To better understand the job of Forward Observer, lets look at what hes required to do. The primary duty of the FO is to adjust artillery fire on target for the supported unit. In other words an artillery battalion may supply a number of Forward Observers to an infantry unit. The FOs will accompany the unit commander and request fire support as required. The "fires" an FO can call in include neutralization, registration, destruction, illumination, assault fire, and special situations to include recon by fire and TAC Air. Neutralization is obtained by projectile fragmentation on a target, causing injury to personnel or damage to equipment. Registrations are used to determine corrections for firing data. Destruction and assault fire missions are missions that attempt to destroy targets with the projectiles. Special situations include smoke, chemical, and propaganda (distribution of leaflets) by artillery fire.
Source of information
Reporting information is essential to the success of combat operations. The FO is a good source for this information, since he is able to observe much that is taking place on the battlefield.

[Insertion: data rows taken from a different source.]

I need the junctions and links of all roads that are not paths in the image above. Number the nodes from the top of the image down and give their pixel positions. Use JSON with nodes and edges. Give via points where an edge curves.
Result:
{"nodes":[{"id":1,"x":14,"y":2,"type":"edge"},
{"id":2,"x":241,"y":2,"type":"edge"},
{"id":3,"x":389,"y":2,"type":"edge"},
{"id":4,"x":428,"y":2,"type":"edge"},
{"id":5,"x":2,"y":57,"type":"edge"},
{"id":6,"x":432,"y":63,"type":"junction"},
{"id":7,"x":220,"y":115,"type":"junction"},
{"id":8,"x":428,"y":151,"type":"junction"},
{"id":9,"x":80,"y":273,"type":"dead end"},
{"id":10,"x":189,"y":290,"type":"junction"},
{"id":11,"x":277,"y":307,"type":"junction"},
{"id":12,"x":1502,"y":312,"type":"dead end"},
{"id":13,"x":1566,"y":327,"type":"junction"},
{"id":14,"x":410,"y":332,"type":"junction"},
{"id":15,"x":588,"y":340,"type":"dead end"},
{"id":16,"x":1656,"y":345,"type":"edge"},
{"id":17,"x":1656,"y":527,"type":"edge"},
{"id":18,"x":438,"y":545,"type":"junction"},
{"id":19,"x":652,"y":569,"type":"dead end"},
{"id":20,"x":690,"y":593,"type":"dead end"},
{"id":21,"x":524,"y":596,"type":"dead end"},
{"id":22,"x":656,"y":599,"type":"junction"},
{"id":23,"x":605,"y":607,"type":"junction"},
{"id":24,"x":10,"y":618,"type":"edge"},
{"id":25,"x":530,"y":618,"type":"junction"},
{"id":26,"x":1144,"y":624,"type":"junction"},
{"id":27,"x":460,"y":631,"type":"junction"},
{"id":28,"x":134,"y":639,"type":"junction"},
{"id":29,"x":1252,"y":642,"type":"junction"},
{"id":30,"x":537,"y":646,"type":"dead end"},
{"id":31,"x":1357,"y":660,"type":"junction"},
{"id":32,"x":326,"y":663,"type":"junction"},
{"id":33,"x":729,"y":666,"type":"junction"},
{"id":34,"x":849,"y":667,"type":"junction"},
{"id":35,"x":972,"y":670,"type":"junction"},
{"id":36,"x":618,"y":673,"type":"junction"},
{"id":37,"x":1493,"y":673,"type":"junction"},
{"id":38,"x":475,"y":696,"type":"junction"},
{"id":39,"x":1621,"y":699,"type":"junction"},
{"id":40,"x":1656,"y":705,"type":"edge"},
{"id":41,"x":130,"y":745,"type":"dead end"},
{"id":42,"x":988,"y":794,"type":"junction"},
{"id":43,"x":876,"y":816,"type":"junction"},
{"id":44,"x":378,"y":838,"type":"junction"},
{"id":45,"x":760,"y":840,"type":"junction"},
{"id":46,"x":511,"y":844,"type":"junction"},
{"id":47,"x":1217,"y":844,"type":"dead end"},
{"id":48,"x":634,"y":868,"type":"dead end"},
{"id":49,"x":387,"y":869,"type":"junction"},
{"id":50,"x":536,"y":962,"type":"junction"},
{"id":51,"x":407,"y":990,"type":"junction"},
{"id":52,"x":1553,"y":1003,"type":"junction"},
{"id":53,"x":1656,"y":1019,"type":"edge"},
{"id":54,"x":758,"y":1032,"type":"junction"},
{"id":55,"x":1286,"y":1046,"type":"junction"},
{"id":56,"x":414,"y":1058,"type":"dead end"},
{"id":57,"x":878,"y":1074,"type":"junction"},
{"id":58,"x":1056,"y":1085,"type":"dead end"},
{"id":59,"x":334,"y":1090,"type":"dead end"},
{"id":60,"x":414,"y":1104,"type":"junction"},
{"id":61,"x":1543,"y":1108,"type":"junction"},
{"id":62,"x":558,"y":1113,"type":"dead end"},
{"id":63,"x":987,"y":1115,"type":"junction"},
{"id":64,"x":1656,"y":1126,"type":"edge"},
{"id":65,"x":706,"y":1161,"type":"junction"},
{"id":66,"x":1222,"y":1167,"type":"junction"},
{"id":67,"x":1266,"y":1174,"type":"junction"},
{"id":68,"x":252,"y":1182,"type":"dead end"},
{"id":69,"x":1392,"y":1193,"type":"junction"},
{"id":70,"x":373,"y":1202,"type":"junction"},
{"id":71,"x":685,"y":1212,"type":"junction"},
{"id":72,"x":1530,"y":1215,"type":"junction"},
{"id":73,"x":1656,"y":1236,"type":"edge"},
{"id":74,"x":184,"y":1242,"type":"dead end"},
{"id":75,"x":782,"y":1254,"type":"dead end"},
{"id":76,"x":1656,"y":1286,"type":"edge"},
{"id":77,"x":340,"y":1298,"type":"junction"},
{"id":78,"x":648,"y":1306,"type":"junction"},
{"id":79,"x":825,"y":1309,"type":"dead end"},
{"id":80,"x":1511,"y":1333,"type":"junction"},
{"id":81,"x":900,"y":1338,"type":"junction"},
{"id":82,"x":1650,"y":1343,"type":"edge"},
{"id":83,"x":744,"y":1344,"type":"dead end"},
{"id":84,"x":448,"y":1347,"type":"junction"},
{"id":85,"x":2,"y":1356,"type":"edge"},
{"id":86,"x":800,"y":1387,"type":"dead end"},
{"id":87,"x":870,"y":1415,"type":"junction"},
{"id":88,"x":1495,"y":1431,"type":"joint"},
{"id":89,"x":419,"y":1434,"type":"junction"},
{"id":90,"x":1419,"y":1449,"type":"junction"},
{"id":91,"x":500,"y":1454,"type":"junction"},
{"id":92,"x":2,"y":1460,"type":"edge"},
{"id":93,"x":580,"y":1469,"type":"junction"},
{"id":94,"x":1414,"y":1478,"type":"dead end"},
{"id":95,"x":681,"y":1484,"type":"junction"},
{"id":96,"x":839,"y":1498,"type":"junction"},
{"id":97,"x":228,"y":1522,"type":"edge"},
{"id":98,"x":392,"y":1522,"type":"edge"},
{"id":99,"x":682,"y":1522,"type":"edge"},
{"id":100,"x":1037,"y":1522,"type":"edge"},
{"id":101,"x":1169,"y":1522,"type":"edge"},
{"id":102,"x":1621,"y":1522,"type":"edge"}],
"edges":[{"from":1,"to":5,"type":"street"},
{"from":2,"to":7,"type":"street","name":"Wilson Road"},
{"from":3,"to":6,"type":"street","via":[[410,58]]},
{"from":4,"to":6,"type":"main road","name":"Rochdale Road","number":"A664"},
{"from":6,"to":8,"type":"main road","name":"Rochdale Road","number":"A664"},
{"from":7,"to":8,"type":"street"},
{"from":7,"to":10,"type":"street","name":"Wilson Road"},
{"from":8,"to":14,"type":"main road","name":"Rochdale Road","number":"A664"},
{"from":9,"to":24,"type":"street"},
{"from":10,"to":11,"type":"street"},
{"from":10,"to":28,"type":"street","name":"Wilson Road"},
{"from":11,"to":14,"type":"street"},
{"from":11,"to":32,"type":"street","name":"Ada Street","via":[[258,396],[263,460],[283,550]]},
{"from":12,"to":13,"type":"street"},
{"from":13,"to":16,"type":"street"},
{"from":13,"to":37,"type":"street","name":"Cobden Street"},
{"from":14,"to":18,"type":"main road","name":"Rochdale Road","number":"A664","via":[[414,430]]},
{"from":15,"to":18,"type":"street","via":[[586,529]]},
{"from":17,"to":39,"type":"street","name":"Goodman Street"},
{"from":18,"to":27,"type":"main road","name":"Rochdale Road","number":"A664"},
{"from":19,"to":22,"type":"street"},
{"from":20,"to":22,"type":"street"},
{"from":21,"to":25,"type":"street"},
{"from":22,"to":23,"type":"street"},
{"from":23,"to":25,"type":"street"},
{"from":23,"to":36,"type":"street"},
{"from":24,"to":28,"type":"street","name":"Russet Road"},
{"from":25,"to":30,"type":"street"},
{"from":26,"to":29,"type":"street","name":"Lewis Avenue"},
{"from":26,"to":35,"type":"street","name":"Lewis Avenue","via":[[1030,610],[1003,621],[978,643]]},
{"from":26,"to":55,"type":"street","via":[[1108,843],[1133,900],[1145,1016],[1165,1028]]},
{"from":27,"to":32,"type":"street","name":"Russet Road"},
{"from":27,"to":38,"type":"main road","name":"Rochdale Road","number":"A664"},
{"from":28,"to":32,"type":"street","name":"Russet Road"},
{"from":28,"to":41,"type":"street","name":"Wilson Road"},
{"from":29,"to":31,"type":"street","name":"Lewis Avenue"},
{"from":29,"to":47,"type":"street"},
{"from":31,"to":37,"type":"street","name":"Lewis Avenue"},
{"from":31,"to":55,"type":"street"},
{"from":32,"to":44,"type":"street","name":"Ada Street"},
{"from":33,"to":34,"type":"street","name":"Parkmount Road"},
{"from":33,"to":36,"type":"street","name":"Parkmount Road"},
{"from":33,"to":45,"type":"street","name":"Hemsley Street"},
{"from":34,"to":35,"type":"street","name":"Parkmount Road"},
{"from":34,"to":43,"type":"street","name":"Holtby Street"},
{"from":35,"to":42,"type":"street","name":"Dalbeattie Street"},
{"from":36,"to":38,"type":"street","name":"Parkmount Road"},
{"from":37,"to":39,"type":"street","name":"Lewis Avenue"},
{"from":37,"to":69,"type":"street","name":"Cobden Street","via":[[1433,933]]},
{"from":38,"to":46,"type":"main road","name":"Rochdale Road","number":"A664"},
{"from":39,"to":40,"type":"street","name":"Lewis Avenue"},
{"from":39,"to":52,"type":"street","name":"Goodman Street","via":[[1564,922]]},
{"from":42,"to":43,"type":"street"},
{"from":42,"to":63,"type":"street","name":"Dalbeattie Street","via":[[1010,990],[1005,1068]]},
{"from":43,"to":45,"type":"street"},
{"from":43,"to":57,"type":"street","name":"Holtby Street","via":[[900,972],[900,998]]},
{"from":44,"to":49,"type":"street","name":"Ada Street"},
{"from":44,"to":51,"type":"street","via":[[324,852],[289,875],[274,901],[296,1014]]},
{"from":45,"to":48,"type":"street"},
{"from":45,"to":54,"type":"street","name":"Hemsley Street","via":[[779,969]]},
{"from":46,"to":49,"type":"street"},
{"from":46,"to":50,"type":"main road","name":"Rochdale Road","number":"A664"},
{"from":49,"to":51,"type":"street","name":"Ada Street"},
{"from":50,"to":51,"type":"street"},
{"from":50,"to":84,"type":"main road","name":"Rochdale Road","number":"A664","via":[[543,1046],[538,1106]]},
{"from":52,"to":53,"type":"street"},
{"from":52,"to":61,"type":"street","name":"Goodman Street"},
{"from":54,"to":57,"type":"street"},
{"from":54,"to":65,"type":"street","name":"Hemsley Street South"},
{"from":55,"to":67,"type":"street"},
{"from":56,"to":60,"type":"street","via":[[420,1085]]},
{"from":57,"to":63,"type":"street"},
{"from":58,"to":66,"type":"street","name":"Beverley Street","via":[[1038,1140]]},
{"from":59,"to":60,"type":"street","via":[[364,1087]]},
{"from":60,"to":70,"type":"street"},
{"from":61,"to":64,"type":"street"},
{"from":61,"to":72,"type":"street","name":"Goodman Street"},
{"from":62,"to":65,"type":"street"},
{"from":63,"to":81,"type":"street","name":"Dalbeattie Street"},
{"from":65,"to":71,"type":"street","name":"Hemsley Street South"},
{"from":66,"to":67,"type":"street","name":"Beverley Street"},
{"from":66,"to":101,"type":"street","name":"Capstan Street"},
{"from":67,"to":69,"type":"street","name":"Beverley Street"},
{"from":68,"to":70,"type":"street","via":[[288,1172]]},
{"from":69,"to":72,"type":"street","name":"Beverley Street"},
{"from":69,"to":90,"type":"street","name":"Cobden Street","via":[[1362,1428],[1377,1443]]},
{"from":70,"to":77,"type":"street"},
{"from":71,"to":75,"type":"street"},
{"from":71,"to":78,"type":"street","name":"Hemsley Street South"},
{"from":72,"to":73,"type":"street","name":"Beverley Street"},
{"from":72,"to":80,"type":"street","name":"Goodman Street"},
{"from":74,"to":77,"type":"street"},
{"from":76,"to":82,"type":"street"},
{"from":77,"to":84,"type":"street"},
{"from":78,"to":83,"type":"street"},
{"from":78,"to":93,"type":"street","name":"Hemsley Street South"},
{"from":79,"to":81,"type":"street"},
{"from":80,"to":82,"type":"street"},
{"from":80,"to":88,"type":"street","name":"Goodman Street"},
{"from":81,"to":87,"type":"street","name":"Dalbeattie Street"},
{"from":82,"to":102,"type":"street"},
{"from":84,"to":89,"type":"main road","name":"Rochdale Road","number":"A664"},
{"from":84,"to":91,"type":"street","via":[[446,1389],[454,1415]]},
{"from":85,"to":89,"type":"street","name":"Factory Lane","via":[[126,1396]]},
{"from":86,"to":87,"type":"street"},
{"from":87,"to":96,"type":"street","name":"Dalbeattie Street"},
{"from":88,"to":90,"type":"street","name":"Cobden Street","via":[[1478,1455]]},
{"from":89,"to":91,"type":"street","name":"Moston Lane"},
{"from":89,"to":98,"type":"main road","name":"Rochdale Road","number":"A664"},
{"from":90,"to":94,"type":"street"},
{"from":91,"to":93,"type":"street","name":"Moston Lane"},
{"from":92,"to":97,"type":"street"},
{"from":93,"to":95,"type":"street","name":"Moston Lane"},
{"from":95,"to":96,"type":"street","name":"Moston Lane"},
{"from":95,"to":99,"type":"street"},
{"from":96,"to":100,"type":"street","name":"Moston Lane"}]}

Besides enemy activity reports, he also submits published reports as required by the unit SOP. These include crater analysis reports, situation reports, and information to establish target lists. The FO reports only facts and refrains from making his own opinions.
Another extremely important duty of the FO is advising the supported unit commander on the proper use of the artillery and other fire support means. He must know the capabilities and limitations of field artillery, types of targets suitable for attack and the proper ammunition to be used for the desired effect. There are limitations involving clearances of fires and the adjustment of artillery close to friendly troops. The FO must be constantly aware of these facts.
Fires must also be planned to assist the supported units mission. These fires support operation involving movement, offensive tactics, and fire support of defensive positions.
Target lists showing these predetermined locations must be planned to avoid confusion when these fires are needed. In addition to the above-mentioned, harassing, interdiction, and counter mortar/rocket fire must be considered.
The FO maintains continuous observation so that he will not be caught by surprise or miss opportunities offered by changing situations on the battlefield. When it is within his capabilities, the FO coordinates observation and fires with other observers in the vicinity.
The Forward Observer then becomes an extremely important member of both the artillery and the supported unit. The final outcome, the success or failure of the mission, can depend on the actions and proficiency of one man on the battlefield - the Forward Observer.